## Work to complete:
Below are records; count the lines that contain "Loop" and state only that count.

## Available data:
+ + + + + + +

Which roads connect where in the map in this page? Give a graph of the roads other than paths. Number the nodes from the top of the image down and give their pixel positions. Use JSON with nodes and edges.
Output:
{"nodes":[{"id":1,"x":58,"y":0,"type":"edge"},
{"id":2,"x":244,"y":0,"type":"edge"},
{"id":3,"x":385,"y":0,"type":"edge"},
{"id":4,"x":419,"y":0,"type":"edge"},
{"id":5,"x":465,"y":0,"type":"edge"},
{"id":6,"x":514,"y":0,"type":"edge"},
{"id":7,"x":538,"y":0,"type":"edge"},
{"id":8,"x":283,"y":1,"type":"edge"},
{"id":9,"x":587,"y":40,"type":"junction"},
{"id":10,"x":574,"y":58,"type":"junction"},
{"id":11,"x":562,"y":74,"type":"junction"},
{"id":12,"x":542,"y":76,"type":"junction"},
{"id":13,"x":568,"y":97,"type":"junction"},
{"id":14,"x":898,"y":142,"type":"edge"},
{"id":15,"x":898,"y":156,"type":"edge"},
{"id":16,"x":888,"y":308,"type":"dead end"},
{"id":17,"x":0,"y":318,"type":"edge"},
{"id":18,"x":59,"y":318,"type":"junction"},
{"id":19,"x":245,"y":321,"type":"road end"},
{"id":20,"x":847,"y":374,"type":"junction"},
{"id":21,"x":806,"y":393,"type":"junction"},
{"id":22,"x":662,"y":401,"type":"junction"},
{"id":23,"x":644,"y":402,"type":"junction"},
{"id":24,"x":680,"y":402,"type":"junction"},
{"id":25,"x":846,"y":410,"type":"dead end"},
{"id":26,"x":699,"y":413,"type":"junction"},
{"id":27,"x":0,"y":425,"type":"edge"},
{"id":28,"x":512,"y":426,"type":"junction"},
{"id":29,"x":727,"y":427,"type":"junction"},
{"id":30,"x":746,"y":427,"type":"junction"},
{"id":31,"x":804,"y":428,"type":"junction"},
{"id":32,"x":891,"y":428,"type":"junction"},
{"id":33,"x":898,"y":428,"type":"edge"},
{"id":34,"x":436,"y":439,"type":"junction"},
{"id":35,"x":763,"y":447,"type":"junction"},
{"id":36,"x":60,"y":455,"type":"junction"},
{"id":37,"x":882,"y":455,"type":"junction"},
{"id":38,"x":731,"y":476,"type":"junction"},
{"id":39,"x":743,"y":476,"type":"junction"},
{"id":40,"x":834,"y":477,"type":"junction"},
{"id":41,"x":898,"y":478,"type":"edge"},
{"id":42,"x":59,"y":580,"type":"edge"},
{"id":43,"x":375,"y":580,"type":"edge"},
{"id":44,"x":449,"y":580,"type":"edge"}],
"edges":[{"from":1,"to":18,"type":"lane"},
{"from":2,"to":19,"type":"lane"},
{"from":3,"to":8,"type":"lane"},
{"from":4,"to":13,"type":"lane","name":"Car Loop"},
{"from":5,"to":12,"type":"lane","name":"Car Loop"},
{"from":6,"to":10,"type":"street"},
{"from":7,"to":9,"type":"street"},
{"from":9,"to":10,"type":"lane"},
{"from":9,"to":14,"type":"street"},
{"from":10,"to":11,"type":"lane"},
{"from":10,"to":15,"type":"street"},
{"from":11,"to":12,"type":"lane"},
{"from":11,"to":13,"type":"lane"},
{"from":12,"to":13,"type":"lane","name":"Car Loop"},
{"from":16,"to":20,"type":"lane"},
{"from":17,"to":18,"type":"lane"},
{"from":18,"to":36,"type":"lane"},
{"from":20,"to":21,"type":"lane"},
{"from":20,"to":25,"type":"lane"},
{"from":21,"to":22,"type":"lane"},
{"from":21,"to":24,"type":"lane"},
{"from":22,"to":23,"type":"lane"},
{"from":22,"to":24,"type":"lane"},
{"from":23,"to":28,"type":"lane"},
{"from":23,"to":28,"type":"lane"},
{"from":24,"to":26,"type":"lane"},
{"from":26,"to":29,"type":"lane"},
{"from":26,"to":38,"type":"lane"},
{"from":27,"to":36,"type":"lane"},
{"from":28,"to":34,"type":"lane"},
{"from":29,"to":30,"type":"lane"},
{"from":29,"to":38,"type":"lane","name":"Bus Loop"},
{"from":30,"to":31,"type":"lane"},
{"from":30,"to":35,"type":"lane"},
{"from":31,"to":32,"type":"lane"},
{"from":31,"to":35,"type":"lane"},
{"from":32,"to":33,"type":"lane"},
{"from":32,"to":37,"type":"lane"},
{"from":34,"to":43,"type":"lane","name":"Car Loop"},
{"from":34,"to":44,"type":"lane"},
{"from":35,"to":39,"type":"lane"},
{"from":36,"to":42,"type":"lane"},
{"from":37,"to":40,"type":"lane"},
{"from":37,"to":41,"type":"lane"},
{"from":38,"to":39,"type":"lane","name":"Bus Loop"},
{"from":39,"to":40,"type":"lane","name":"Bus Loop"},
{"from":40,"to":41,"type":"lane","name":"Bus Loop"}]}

+ + + + + + +

## Solution for this problem:
8